Anyone watching or reading the financial news over the last few days and weeks has seen a lot of angst and consternation over the state of the mortgage industry. In fact, one of the larger lenders in the US, American Home Mortgage, was forced to shut down operations last week. But why? What is happening, and most importantly, what does all this mean to you? Let’s unpack the definitions and details, so that you really understand the truth behind the headlines.

Over the past several years, many loans were made to homeowners with somewhat non-traditional or “non-conforming” situations, be it a poor credit history, inability to document income, or any number of factors that do not fit within the traditional “box” for home loans. These loans are often called “Sub-Prime”, or “Alt-A”, meaning that they were somewhat riskier in nature than A credit, prime, or traditional loans. Another type of “non-conforming” home loan is one where the credit and income might be perfectly fine, but the loan amount is higher than $625,500, which is the current maximum loan that can be done using pools of money from mortgage giants Fannie Mae (FNMA) and Freddie Mac (FHLMC). If the loan amount is higher, it can certainly be done – it’s called a “jumbo loan” – but the end money comes from private institutions, not from the large government sponsored entities of Fannie and Freddie.

Most non-conforming loan product rates popped significantly higher in the last week. Here’s the scoop.

The end investor for Subprime or Alt-A loans will charge a premium for taking on a pool of these loans, because they know that traditionally, they might have a higher rate of default and delinquent payments within that risky pool. But lately, default and foreclosure has been on the rise – partly due to the fact that with credit tightening and a soft real estate market, many troubled homeowners are unable to refinance or sell in order to get out of trouble. So now, these end institutions are demanding a much higher “risk premium” for taking on these pools of loans, as they see the rates of default are climbing higher.

But since these institutions are purchasing these pools of loans sometimes months after the borrower has actually closed at a given rate, this increase to the risk premium means that instead of paying $101K for a $100K loan that will bear interest, they may only be willing to pay $95K for that $100K mortgage to account for the risk. Multiply that times thousands upon thousands of loans…and you have millions upon millions of dollars in loss for the company trying to sell the pool at a much lower price than they were expecting. This is called a “liquidity crisis”, and is exactly what happened to American Home Mortgage – there was no mismanagement, but they simply got caught holding too many “hot potato” loans, forced to sell them at massive losses…and eventually they had to make the decision to close the doors and stop the bleeding.

Further, even when a lender is able to take some losses, they may be subject to a “margin call”. This means that as their losses and risk premiums increase, the value of their loan portfolio decreases. As the value decreases, the credit lines that are secured by those portfolios begin to issue margin calls as the value of the asset that they are secured on is now diminished. This is exactly like margin calls in the Stock market. If you have a loan against a Stock that is losing value, you will get a “margin call” and need to pay down the loan, as the underlying Stock is losing too much value to be considered adequate collateral any longer. So for the big lenders, as their portfolio is losing value due to increased risk premiums and losses…the margin calls start coming in, and they are required to pay down their balances. In turn, this means that they have less availability to fund their new loans, which then exacerbates the problem.

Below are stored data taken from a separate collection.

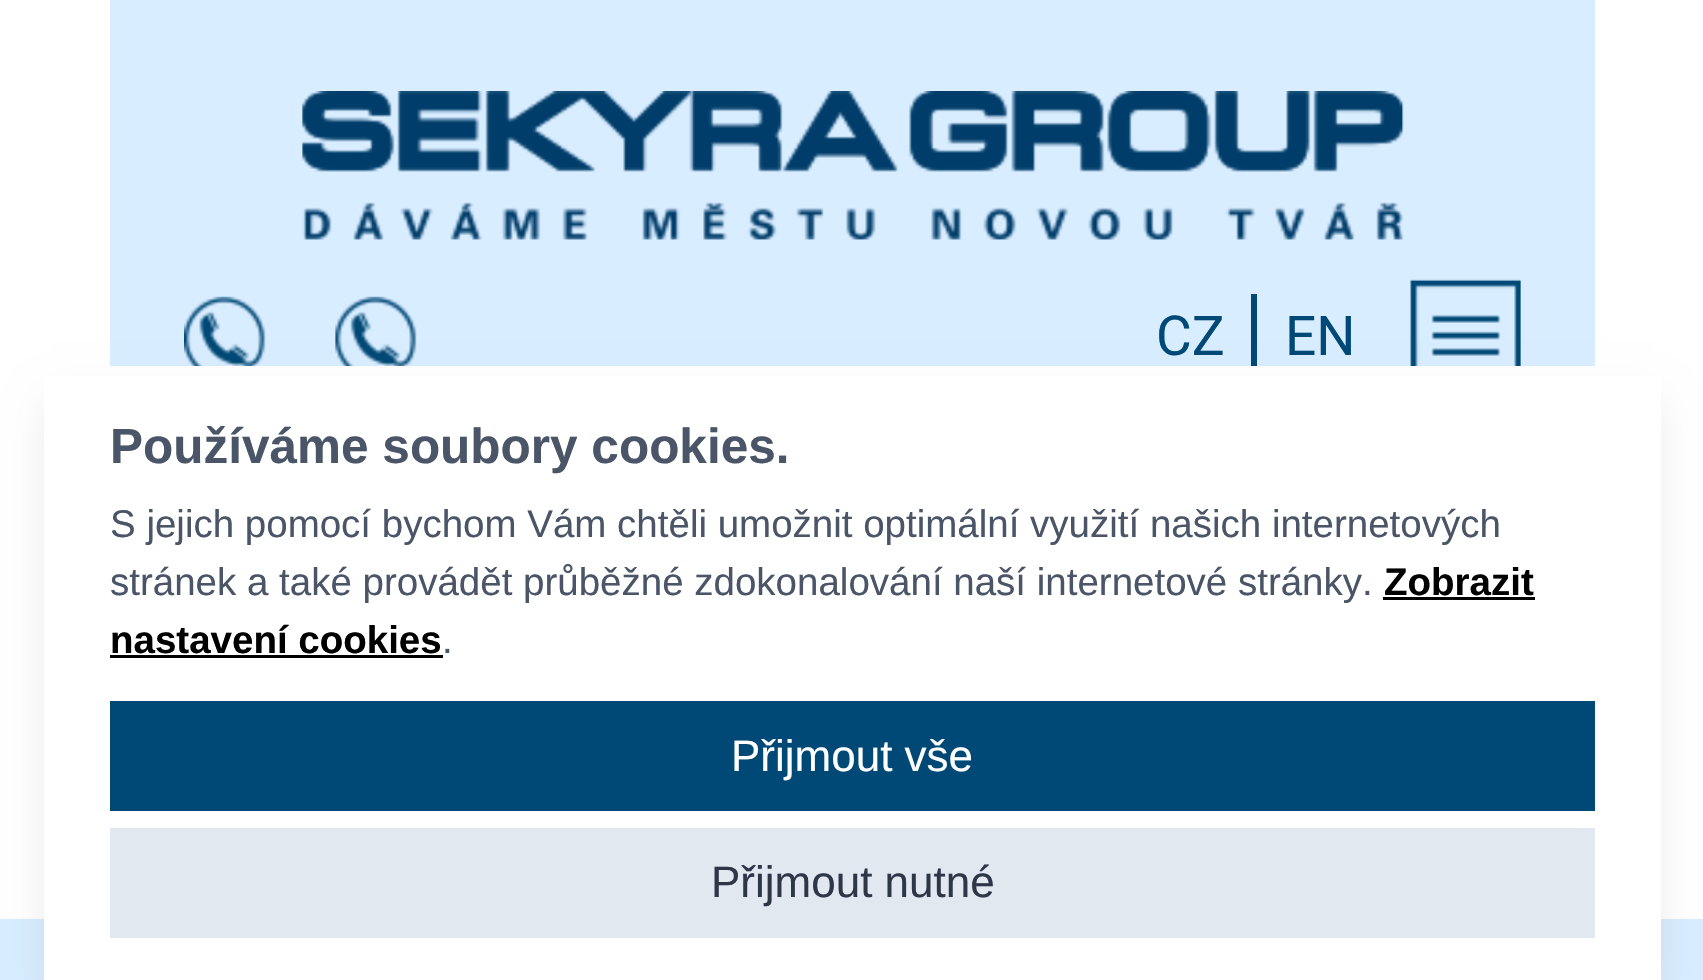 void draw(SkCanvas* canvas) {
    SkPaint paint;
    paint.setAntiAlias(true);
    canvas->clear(0xFFFFFFFF);
    paint.setColor(0xFFD8EDFF);
    canvas->drawRect(SkRect::MakeXYWH(110, 0, 1485, 366), paint);
    canvas->drawImageRect(SkImages::DeferredFromEncodedData(SkData::MakeFromFileName("img1.png")), SkRect::MakeXYWH(302, 91, 1102, 149), SkSamplingOptions());
    canvas->drawImageRect(SkImages::DeferredFromEncodedData(SkData::MakeFromFileName("img2.png")), SkRect::MakeXYWH(184, 296, 82, 70), SkSamplingOptions());
    canvas->drawImageRect(SkImages::DeferredFromEncodedData(SkData::MakeFromFileName("img3.png")), SkRect::MakeXYWH(335, 296, 82, 70), SkSamplingOptions());
    paint.setColor(0xFF004976);
    canvas->drawRect(SkRect::MakeXYWH(1251, 294, 6, 72), paint);
    SkFont font1(fontMgr->matchFamilyStyle("Roboto", SkFontStyle::Normal()), 55);
    font1.setSubpixel(true);
    canvas->drawString("CZ", 1156, 355, font1, paint);
    canvas->drawString("EN", 1285, 355, font1, paint);
    canvas->drawImageRect(SkImages::DeferredFromEncodedData(SkData::MakeFromFileName("img4.png")), SkRect::MakeXYWH(1410, 279, 111, 87), SkSamplingOptions());
    paint.setColor(0xFFD8EDFF);
    canvas->drawRect(SkRect::MakeXYWH(0, 919, 1703, 61), paint);
    paint.setColor(0x1A000000);
    paint.setMaskFilter(SkMaskFilter::MakeBlur(kNormal_SkBlurStyle, 20.5f));
    canvas->drawRect(SkRect::MakeXYWH(52, 402, 1601, 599), paint);
    paint.setMaskFilter(nullptr);
    paint.setColor(0xFFFFFFFF);
    canvas->drawRect(SkRect::MakeXYWH(44, 376, 1617, 604), paint);
    SkFont font2(fontMgr->matchFamilyStyle("Liberation Sans", SkFontStyle::Bold()), 49.5f);
    font2.setSubpixel(true);
    paint.setColor(0xFF4A5568);
    canvas->drawString("Používáme soubory cookies.", 110, 463, font2, paint);
    SkFont font3(fontMgr->matchFamilyStyle("Liberation Sans", SkFontStyle::Normal()), 38.5f);
    font3.setSubpixel(true);
    canvas->drawString("S jejich pomocí bychom Vám chtěli umožnit optimální využití našich internetových", 110, 537, font3, paint);
    canvas->drawString("stránek a také provádět průběžné zdokonalování naší internetové stránky.", 110, 595, font3, paint);
    SkFont font4(fontMgr->matchFamilyStyle("Liberation Sans", SkFontStyle::Bold()), 38.5f);
    font4.setSubpixel(true);
    paint.setColor(0xFF000000);
    canvas->drawString("Zobrazit", 1384, 595, font4, paint);
    canvas->drawRect(SkRect::MakeXYWH(1383, 597, 152, 3), paint);
    canvas->drawString("nastavení cookies", 110, 653, font4, paint);
    canvas->drawRect(SkRect::MakeXYWH(110, 655, 333, 3), paint);
    paint.setColor(0xFF4A5568);
    canvas->drawString(".", 442, 653, font3, paint);
    paint.setColor(0xFF004976);
    canvas->drawRect(SkRect::MakeXYWH(110, 701, 1485, 110), paint);
    SkFont font5(fontMgr->matchFamilyStyle("Liberation Sans", SkFontStyle::Normal()), 44);
    font5.setSubpixel(true);
    paint.setColor(0xFFFFFFFF);
    canvas->drawString("Přijmout vše", 731, 771, font5, paint);
    paint.setColor(0xFFE2E8F0);
    canvas->drawRect(SkRect::MakeXYWH(110, 828, 1485, 110), paint);
    paint.setColor(0xFF2D3748);
    canvas->drawString("Přijmout nutné", 711, 897, font5, paint);
}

In response to seeing this situation play out in the demise of American Home Mortgage, lenders of other non-conforming loan products increased their interest rates dramatically almost overnight to be better prepared – and likely over-prepared – for increased risk premiums down the road. Even though loans above $625,500 are not presently suffering from increased delinquencies like the Subprime and Alt-A loans are, these rates popped higher as well, because they are being purchased by smaller private entities that can’t afford to take on any margin of risk.

What happens next, and what should you do now?

The present situation will likely settle out over the coming year, and the rates on products that have moved so significantly higher now should trend lower down the road as delinquency rates stabilize. But here are a few important things to do right now.

First, even if you are not presently in the market for a home loan of any type, call me to make sure that your credit standing is as solid as possible. Many people I talk to about home loans didn’t expect they would have a need, and didn’t plan in advance to ensure their credit would qualify them for the best possible financing. With no immediate need for a home loan, time is on your side…why don’t we take a few minutes together and just make sure you are prepared, should a need arise down the road?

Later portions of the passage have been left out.